Er denkt an das Gespräch zurück, das er mit Reidar Frost und seiner Frau Roseanna Kohler führte, als ihre Kinder seit drei Tagen verschwunden waren. Er sagte ihnen nichts von seinem Verdacht – dass sie von einem Serienmörder getötet worden waren, nach dem die Kriminalpolizei nicht mehr suchte, einem Mörder, den sie nur auf einer theoretischen Ebene identifizieren konnten.
Joona stellte einfach seine Fragen und ließ die Eltern an dem Gedanken festhalten, dass ihre Kinder ertrunken waren.
Die Familie wohnte im Varvsvägen in einem schönen Haus mit Aussicht auf Sandstrand und Wasser. In den letzten Wochen hatten milde Temperaturen geherrscht, und große Mengen Schnee waren weggetaut. Die Straßen und Fußwege waren schwarz und nass. Das Wasser lag entlang der gesamten Uferlinie offen, und das verbliebene Eis war dunkelgrau und feucht.
Joona erinnert sich, dass er durch das Haus ging, an einer großen Küche vorbeikam und sich an einen riesigen Tisch vor einer Fensterreihe setzte, aber Roseanna hatte an allen Fenstern die Vorhänge zugezogen, und obwohl sie mit ruhiger Stimme sprach, zitterte ihr Kopf unablässig.

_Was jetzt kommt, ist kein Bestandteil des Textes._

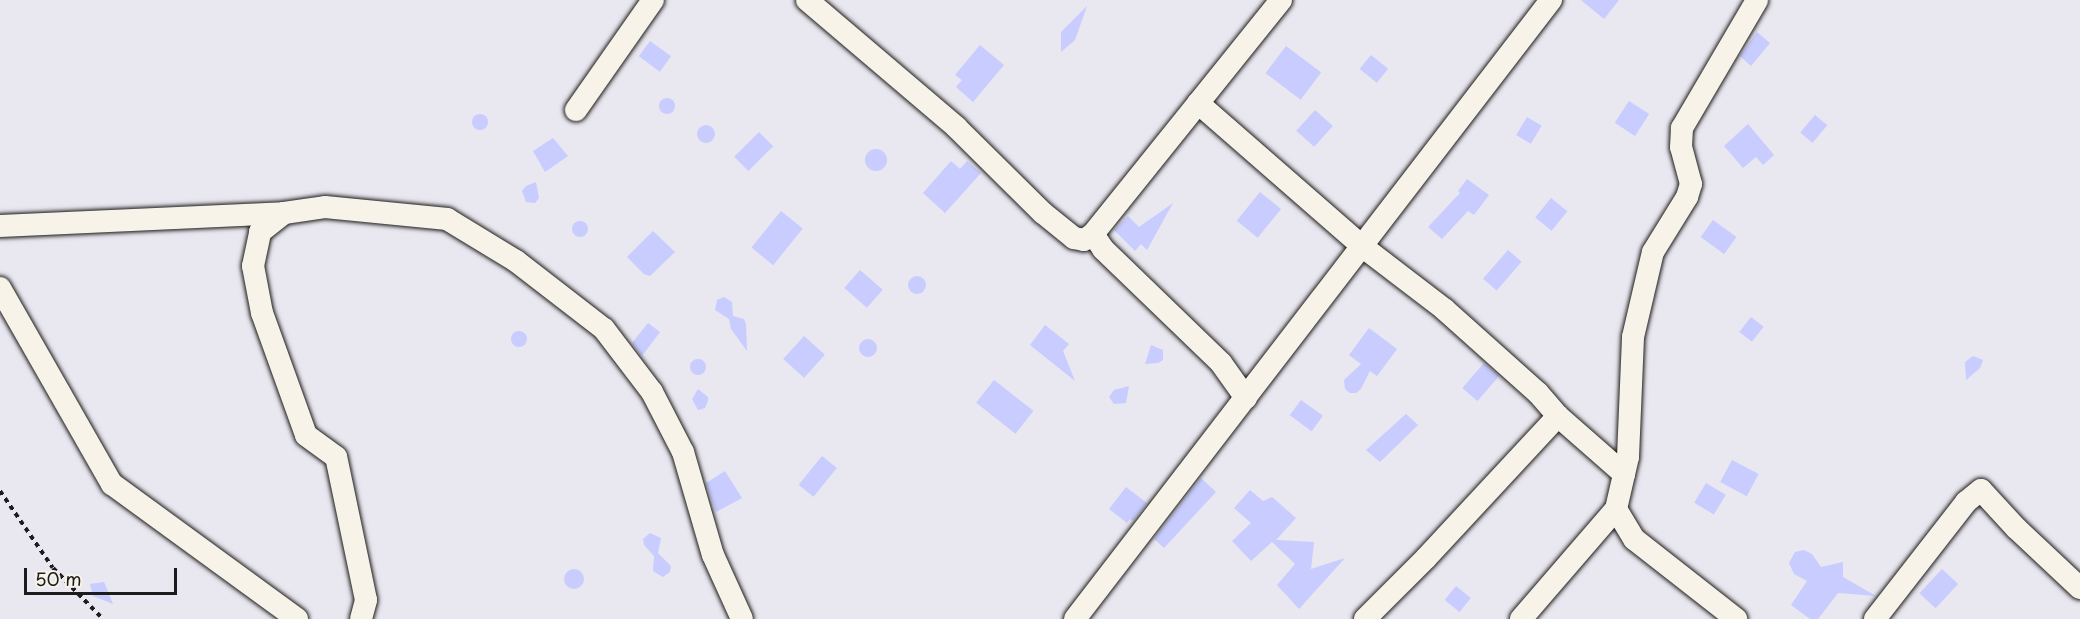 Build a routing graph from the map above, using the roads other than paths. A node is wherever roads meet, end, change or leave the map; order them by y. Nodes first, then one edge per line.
1 (653, 0) edge
2 (807, 0) edge
3 (1281, 0) edge
4 (1551, 0) edge
5 (1757, 0) edge
6 (1198, 103) junction
7 (576, 110) dead end
8 (284, 213) junction
9 (0, 226) edge
10 (1093, 234) junction
11 (1362, 247) junction
12 (0, 288) edge
13 (1246, 398) junction
14 (1558, 416) junction
15 (1624, 474) junction
16 (1616, 509) junction
17 (2080, 588) edge
18 (1879, 618) edge
19 (297, 619) edge
20 (361, 619) edge
21 (742, 619) edge
22 (1075, 619) edge
23 (1365, 619) edge
24 (1521, 619) edge
25 (1736, 619) edge

1 - 7 street
2 - 10 street
3 - 6 street
4 - 11 street
5 - 15 street
6 - 10 street
6 - 11 street
8 - 9 street
8 - 20 street
8 - 21 street
10 - 13 street
11 - 13 street
11 - 14 street
12 - 19 street
13 - 22 street
14 - 15 street
14 - 23 street
15 - 16 street
16 - 24 street
16 - 25 street
17 - 18 street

Die Suche nach den Kindern verlief ergebnislos. Unzählige Male hatte man das Gebiet mit Hubschraubern überflogen, Taucher eingesetzt und mit Schleppankern den Grund abgesucht. Sowohl Freiwillige als auch spezialisierte Hundestaffeln hatten sich an Suchaktionen beteiligt, aber niemand hatte etwas gehört oder gesehen.
Reidar Frosts Blick war der eines eingesperrten Tiers.
Er wollte einfach nur weitersuchen.
Joona saß den beiden Eltern gegenüber und stellte ihnen Routinefragen, etwa ob sie bedroht worden seien, ob jemand sich auffällig oder ungewöhnlich benommen habe, ob sie sich verfolgt gefühlt hätten.
»Alle glauben, dass sie ins Wasser gefallen sind«, flüsterte die Mutter, und ihr Kopf begann erneut zu zittern.
»Sie haben gesagt, dass die beiden manchmal nach dem Abendgebet aus dem Fenster klettern«, fuhr Joona ruhig fort.
»Das dürfen sie natürlich nicht«, sagte Reidar Frost.
»Aber Sie wissen, dass sie sich manchmal hinausschleichen und mit den Rädern zu einem gemeinsamen Freund fahren?«
»Rikard.«
»Rikard van Horn im Björnbärsvägen 7«, sagte Joona.
»Wir haben versucht, mit Micke und Felicia darüber zu sprechen, aber … sie sind Kinder und wir fanden es nicht so schlimm«, erläuterte Reidar und legte sanft eine Hand auf die seiner Frau.
»Was tun sie bei Rikard?«
»Sie bleiben nur kurz und spielen Diablo.«
»Das tun alle«, flüsterte Roseanna und zog ihre Hand fort.
»Aber letzten Samstag sind sie nicht zu Rikard geradelt, sondern nach Badholmen«, fuhr Joona fort. »Sind sie da öfter abends?«
»Das glauben wir eigentlich nicht«, antwortete Roseanna und stand rastlos auf, als ließe sich ihr innerliches Zittern nicht mehr in Schach halten.
Joona nickte.
Er wusste, dass der Junge namens Mikael einen Anruf angenommen hatte, kurz bevor er und seine Schwester das Haus verließen, aber die Nummer des Anrufers hatte sich nicht ermitteln lassen.
Es war unerträglich, mit den Eltern zusammenzusitzen. Joona sagte nichts, war sich aber immer sicherer, dass ihre beiden Kinder Opfer des Serienmörders geworden waren. Er hörte zu und stellte seine Fragen, konnte ihnen aber nicht erzählen, was er wirklich glaubte.